- INSTRUCTIONS TO FOLLOW
The lines you return must be all those in the data that hold the string "worn".

[Opening RECORDED INFORMATION section]

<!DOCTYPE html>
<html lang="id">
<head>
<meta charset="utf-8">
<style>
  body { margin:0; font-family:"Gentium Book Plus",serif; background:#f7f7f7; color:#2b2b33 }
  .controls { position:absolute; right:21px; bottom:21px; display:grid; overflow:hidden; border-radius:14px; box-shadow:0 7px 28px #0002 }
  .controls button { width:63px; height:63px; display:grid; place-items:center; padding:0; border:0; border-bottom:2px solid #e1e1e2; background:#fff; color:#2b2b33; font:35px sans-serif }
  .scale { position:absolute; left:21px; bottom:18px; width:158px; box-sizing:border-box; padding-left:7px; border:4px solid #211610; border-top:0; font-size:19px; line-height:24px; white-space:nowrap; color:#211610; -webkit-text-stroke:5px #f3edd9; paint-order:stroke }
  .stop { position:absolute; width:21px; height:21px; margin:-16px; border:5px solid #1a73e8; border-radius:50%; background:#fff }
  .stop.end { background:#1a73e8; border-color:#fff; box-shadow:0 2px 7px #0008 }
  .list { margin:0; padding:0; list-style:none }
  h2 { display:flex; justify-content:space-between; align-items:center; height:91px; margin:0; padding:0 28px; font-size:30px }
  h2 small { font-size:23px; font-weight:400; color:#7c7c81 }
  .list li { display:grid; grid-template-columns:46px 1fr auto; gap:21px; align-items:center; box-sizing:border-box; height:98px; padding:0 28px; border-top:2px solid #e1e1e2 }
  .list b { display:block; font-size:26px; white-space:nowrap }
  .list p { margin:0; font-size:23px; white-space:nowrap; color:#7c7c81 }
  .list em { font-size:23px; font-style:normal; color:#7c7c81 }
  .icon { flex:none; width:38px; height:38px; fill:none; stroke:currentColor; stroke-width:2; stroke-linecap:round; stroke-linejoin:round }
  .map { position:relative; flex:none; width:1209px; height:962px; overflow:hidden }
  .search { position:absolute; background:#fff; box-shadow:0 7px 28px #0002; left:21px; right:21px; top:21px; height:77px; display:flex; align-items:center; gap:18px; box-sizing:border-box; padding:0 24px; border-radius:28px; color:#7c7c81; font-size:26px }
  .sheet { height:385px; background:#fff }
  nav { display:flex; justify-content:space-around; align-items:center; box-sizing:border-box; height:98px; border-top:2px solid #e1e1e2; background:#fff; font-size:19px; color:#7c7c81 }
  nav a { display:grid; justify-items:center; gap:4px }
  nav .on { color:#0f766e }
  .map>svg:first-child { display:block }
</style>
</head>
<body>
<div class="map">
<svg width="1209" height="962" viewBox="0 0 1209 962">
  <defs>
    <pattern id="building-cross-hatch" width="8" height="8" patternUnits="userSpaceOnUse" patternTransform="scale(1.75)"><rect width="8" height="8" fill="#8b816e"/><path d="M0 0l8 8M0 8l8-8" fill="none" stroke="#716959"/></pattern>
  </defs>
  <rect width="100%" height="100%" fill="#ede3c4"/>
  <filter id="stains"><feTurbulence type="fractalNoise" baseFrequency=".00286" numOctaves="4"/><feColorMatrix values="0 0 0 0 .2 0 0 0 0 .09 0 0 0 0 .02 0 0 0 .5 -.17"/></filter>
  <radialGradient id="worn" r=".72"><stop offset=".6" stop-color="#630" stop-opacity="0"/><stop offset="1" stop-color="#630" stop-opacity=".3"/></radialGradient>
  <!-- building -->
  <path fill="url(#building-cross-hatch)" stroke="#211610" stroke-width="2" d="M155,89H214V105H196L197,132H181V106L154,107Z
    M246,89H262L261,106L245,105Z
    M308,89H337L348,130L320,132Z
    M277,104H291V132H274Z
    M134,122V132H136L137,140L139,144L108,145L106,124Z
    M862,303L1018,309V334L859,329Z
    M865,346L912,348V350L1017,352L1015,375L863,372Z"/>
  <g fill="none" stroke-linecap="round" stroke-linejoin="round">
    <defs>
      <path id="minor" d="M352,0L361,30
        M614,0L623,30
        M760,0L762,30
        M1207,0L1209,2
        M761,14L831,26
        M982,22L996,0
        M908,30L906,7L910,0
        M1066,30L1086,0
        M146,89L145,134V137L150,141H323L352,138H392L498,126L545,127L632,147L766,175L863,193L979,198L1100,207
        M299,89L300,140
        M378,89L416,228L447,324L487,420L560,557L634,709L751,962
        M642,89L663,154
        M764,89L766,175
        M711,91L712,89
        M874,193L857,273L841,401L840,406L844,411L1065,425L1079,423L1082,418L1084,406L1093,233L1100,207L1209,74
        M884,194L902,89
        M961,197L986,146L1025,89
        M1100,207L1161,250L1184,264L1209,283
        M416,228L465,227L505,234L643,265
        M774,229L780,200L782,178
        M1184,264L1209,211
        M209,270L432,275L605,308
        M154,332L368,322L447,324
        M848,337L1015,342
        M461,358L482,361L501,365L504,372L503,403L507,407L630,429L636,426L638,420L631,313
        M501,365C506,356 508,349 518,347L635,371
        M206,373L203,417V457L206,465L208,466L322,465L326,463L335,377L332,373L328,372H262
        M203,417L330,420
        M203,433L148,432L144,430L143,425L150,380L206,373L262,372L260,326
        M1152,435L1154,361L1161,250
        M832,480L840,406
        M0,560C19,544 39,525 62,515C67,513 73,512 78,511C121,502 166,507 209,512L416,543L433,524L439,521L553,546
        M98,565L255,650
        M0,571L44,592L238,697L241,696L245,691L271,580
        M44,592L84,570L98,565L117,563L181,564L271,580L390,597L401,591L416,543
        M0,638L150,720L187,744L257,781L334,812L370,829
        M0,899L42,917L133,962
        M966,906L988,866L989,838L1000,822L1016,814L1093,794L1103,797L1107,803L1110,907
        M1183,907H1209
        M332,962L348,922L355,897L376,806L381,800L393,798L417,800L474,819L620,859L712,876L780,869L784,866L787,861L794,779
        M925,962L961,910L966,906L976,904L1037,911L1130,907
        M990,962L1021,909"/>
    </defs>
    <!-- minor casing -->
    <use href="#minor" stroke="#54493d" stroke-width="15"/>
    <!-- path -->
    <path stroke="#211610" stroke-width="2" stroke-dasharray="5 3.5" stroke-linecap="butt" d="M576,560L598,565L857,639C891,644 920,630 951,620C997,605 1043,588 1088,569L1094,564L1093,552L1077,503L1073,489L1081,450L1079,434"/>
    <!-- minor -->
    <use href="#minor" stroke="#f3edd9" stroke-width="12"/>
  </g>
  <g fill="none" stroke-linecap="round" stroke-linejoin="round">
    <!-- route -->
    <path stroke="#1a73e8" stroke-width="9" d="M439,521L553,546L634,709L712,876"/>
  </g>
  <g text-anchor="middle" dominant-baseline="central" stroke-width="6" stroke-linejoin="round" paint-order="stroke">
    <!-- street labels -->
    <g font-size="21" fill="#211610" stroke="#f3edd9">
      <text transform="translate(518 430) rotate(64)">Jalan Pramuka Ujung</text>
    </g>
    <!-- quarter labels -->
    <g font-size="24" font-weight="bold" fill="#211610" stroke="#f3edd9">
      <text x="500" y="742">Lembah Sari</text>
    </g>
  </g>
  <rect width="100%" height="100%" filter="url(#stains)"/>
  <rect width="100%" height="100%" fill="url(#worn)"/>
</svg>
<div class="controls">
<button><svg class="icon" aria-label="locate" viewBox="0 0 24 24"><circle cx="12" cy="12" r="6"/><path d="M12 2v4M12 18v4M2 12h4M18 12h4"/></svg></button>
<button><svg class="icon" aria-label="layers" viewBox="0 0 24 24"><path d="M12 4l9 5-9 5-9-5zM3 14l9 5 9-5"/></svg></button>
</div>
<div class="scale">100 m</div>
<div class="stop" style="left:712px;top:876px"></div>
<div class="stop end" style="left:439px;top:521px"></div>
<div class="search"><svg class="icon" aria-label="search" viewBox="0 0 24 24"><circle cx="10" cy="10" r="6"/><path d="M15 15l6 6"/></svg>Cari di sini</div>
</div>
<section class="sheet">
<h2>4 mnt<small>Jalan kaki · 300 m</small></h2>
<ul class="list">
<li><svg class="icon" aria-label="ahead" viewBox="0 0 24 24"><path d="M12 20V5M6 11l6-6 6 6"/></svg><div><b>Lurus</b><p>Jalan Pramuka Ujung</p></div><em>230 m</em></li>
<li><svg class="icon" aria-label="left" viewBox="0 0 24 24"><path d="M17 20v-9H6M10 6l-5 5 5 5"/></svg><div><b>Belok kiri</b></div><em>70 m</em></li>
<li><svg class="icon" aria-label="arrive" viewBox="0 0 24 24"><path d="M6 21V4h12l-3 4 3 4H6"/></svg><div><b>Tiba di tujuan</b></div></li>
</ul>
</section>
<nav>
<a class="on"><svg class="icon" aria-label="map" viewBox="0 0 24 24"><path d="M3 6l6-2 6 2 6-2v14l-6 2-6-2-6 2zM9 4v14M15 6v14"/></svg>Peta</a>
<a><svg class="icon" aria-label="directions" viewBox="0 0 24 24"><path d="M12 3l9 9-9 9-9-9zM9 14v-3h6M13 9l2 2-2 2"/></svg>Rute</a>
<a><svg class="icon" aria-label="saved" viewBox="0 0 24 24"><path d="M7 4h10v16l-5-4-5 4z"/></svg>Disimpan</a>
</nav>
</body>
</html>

[Closing RECORDED INFORMATION section]

- SOLUTION FOR THIS TASK
  <radialGradient id="worn" r=".72"><stop offset=".6" stop-color="#630" stop-opacity="0"/><stop offset="1" stop-color="#630" stop-opacity=".3"/></radialGradient>
  <rect width="100%" height="100%" fill="url(#worn)"/>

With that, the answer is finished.